Material for this exercise:
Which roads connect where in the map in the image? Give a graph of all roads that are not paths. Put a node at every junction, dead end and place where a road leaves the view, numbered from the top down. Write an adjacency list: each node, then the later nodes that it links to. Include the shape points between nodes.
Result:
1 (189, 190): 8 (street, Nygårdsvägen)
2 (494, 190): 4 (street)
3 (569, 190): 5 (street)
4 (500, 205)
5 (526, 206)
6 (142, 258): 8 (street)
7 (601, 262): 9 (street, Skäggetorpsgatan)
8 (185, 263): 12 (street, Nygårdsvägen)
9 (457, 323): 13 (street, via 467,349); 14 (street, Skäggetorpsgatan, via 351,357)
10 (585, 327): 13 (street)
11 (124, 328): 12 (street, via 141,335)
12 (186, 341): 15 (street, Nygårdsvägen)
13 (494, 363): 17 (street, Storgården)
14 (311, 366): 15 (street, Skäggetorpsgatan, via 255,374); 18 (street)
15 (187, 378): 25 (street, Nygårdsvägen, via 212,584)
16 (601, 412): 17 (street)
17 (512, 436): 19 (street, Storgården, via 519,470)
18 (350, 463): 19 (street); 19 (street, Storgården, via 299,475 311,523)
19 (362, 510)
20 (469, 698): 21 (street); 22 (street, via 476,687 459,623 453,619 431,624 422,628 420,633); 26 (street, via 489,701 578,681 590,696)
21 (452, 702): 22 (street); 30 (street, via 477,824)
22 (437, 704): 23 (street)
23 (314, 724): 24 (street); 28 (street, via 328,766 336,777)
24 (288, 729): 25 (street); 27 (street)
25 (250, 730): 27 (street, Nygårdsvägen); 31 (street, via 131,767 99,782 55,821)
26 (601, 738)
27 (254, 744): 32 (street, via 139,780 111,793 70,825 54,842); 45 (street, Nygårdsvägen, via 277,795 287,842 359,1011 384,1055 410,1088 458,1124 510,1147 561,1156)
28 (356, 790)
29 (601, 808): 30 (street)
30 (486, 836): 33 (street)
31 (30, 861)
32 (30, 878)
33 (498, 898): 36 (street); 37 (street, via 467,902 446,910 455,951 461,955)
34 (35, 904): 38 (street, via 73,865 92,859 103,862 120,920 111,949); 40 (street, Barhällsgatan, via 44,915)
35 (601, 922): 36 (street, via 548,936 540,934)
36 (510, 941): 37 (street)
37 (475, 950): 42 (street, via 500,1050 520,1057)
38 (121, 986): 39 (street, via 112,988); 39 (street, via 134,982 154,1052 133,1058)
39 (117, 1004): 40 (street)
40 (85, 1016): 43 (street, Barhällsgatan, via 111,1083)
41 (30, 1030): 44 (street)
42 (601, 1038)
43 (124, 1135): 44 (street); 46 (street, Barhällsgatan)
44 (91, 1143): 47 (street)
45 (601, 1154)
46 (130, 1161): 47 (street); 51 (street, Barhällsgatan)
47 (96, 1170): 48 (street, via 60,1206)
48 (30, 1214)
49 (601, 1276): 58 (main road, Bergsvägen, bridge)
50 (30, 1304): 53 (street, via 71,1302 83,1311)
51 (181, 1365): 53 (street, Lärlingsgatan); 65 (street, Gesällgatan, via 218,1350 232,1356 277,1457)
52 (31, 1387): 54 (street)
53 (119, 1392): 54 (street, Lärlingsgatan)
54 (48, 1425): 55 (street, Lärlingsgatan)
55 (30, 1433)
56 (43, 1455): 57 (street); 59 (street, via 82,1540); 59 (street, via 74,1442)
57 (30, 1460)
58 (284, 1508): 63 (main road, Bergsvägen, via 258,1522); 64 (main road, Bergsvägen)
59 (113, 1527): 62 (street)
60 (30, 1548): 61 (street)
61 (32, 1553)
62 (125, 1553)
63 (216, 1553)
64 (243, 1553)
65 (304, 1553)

What is expected:
Say how many lines in the data above contain the string "Barhällsgatan", and give no other output.

Finished exercise:
4